Copy every line of the material below word for word.

» **Data in this exercise**:
++++++++++++++++++++

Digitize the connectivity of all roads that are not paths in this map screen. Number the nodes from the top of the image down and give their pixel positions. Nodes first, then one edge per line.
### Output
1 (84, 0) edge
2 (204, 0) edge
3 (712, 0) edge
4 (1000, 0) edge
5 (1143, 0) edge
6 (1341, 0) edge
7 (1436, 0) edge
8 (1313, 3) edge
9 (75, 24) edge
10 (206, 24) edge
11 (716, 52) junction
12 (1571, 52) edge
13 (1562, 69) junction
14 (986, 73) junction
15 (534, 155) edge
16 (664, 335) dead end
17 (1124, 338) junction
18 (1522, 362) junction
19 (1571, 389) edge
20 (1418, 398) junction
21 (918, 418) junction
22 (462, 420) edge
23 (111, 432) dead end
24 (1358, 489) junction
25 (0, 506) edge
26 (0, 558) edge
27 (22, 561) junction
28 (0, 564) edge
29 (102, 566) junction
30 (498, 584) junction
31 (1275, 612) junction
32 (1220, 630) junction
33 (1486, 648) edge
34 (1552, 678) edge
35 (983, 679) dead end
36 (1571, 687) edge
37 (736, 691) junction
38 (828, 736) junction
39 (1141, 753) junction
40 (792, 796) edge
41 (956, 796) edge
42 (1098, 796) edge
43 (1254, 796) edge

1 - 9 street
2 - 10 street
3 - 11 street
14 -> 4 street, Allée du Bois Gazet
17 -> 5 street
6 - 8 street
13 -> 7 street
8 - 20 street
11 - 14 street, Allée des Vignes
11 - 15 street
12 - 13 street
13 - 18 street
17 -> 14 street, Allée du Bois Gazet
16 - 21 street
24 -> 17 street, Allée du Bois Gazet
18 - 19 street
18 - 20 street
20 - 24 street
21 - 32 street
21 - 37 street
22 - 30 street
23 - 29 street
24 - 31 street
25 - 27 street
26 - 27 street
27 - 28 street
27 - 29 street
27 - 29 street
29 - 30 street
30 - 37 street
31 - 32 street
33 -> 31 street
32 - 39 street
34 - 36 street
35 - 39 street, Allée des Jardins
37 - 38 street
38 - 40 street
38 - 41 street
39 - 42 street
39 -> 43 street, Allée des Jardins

++++++++++++++++++++

» **Result of this exercise**:
Digitize the connectivity of all roads that are not paths in this map screen. Number the nodes from the top of the image down and give their pixel positions. Nodes first, then one edge per line.
### Output
1 (84, 0) edge
2 (204, 0) edge
3 (712, 0) edge
4 (1000, 0) edge
5 (1143, 0) edge
6 (1341, 0) edge
7 (1436, 0) edge
8 (1313, 3) edge
9 (75, 24) edge
10 (206, 24) edge
11 (716, 52) junction
12 (1571, 52) edge
13 (1562, 69) junction
14 (986, 73) junction
15 (534, 155) edge
16 (664, 335) dead end
17 (1124, 338) junction
18 (1522, 362) junction
19 (1571, 389) edge
20 (1418, 398) junction
21 (918, 418) junction
22 (462, 420) edge
23 (111, 432) dead end
24 (1358, 489) junction
25 (0, 506) edge
26 (0, 558) edge
27 (22, 561) junction
28 (0, 564) edge
29 (102, 566) junction
30 (498, 584) junction
31 (1275, 612) junction
32 (1220, 630) junction
33 (1486, 648) edge
34 (1552, 678) edge
35 (983, 679) dead end
36 (1571, 687) edge
37 (736, 691) junction
38 (828, 736) junction
39 (1141, 753) junction
40 (792, 796) edge
41 (956, 796) edge
42 (1098, 796) edge
43 (1254, 796) edge

1 - 9 street
2 - 10 street
3 - 11 street
14 -> 4 street, Allée du Bois Gazet
17 -> 5 street
6 - 8 street
13 -> 7 street
8 - 20 street
11 - 14 street, Allée des Vignes
11 - 15 street
12 - 13 street
13 - 18 street
17 -> 14 street, Allée du Bois Gazet
16 - 21 street
24 -> 17 street, Allée du Bois Gazet
18 - 19 street
18 - 20 street
20 - 24 street
21 - 32 street
21 - 37 street
22 - 30 street
23 - 29 street
24 - 31 street
25 - 27 street
26 - 27 street
27 - 28 street
27 - 29 street
27 - 29 street
29 - 30 street
30 - 37 street
31 - 32 street
33 -> 31 street
32 - 39 street
34 - 36 street
35 - 39 street, Allée des Jardins
37 - 38 street
38 - 40 street
38 - 41 street
39 - 42 street
39 -> 43 street, Allée des Jardins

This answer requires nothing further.